■ TASK ITEM ■
Your result should be every line of the records below that contains the word "hand".

■ SOURCE RECORDS ■

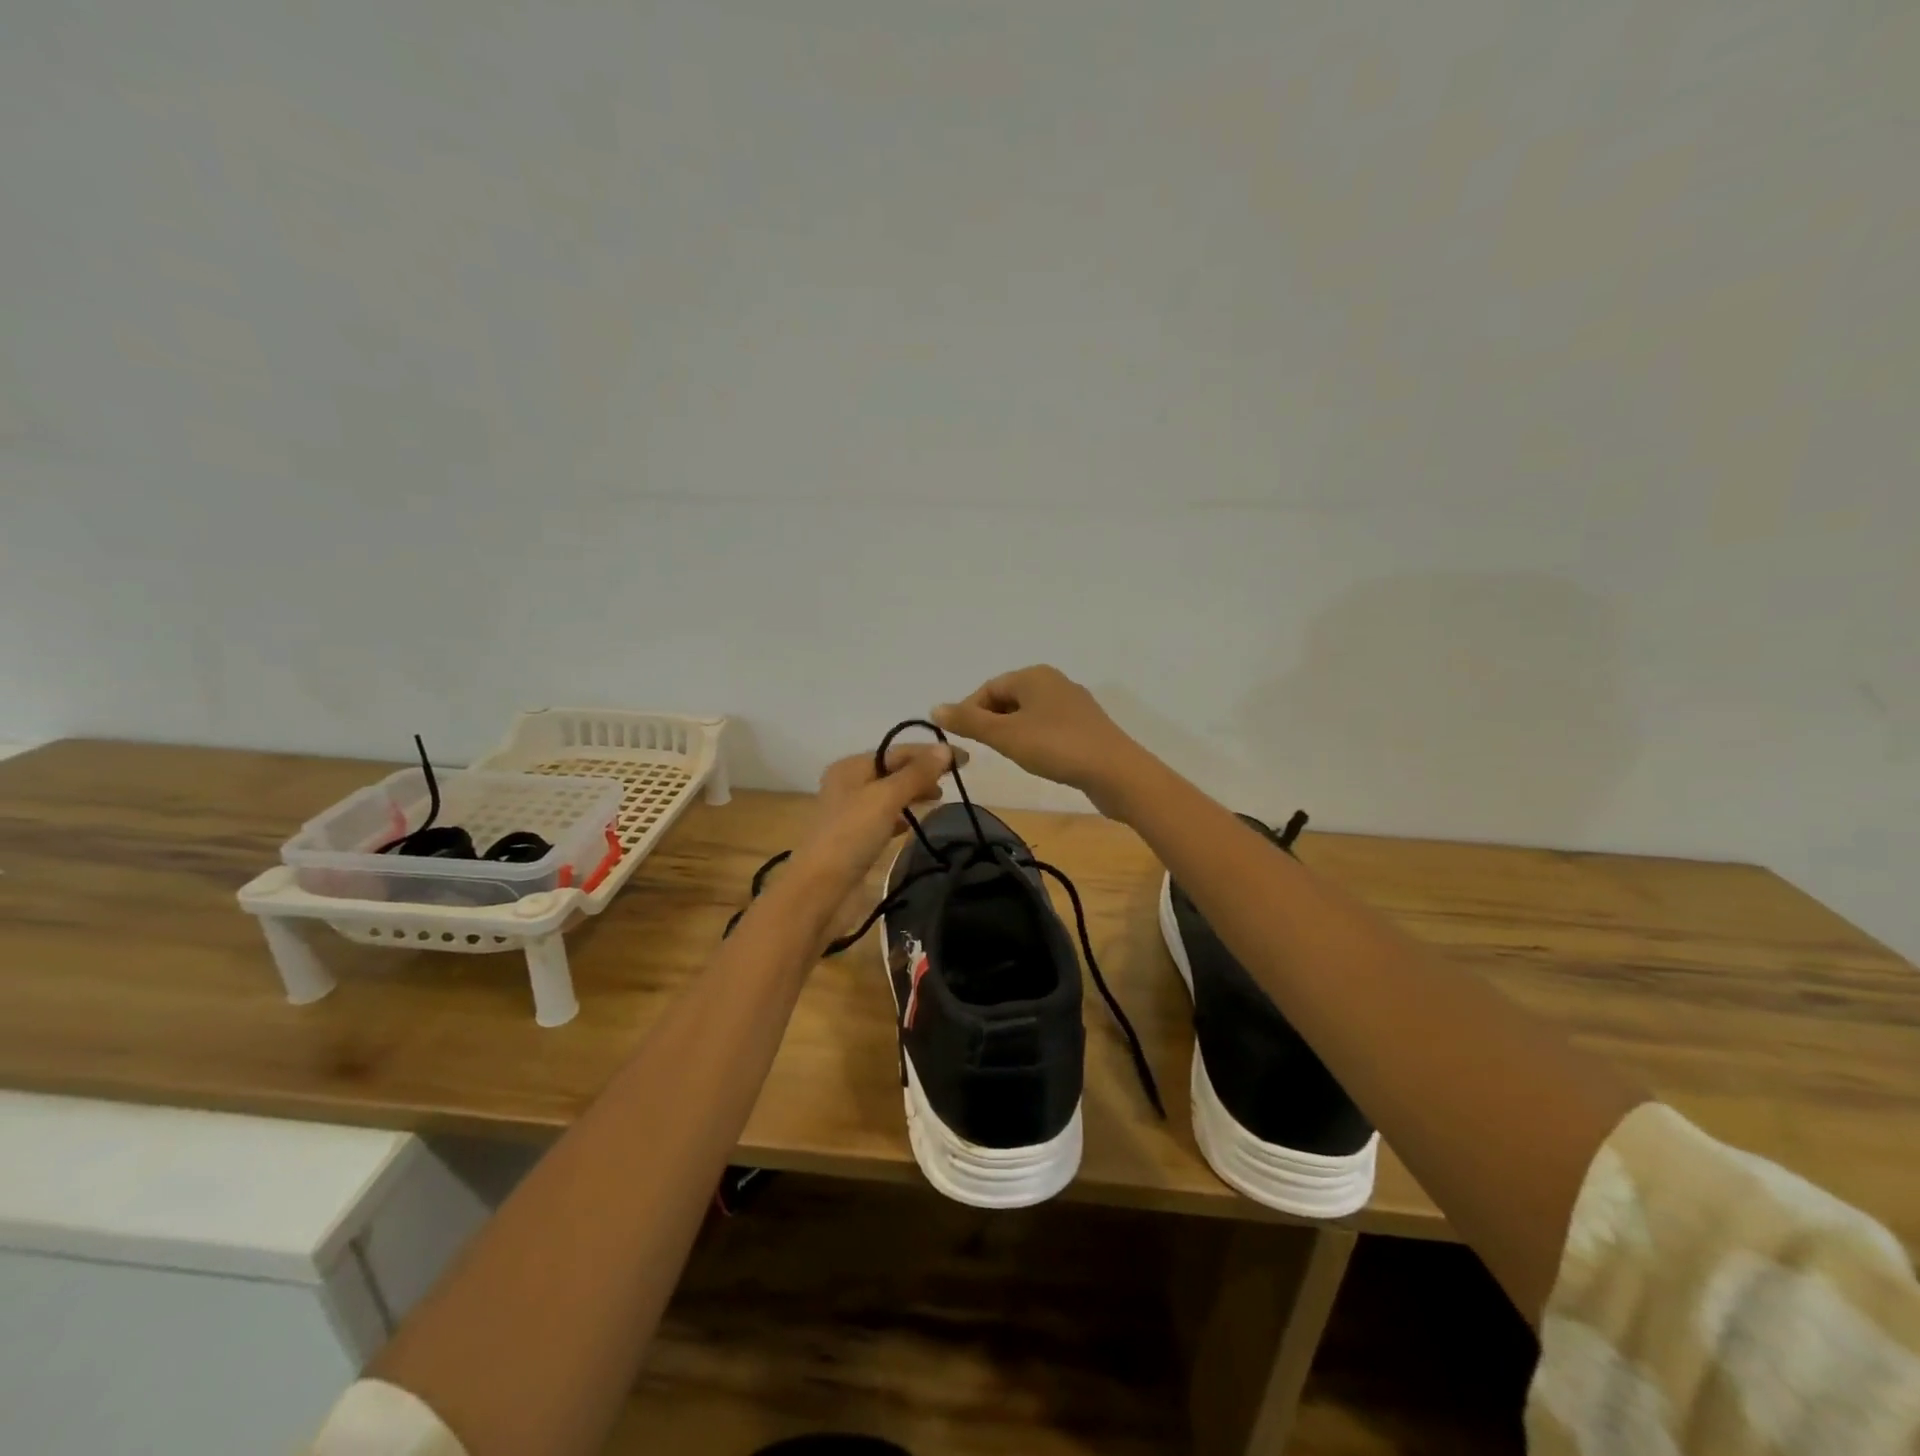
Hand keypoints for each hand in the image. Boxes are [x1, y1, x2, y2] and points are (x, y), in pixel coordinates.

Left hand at [790, 742, 960, 888]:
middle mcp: (848, 785)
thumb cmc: (851, 836)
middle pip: (893, 771)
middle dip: (923, 772)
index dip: (931, 753)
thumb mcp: (886, 798)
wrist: (820, 891)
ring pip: (890, 795)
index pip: (897, 751)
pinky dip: (901, 817)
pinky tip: (913, 825)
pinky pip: (884, 819)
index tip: (965, 760)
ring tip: (939, 798)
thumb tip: (945, 749)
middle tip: (955, 780)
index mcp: (850, 767)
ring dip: (914, 793)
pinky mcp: (855, 839)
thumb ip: (916, 774)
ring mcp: (850, 813)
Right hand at [933, 666, 1145, 806]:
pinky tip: (1037, 759)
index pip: (988, 688)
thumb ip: (969, 721)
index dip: (969, 712)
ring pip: (1028, 713)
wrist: (1115, 772)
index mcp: (1034, 675)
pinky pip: (1048, 726)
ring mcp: (1073, 703)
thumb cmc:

■ COMPLETED EXERCISE ■
Hand keypoints for each hand in the image. Boxes are [x1, y1, x2, y2] and points are (x, y), in pixel coordinates.
Left hand at [790, 742, 960, 888]:
Right hand at [933, 666, 1145, 806]:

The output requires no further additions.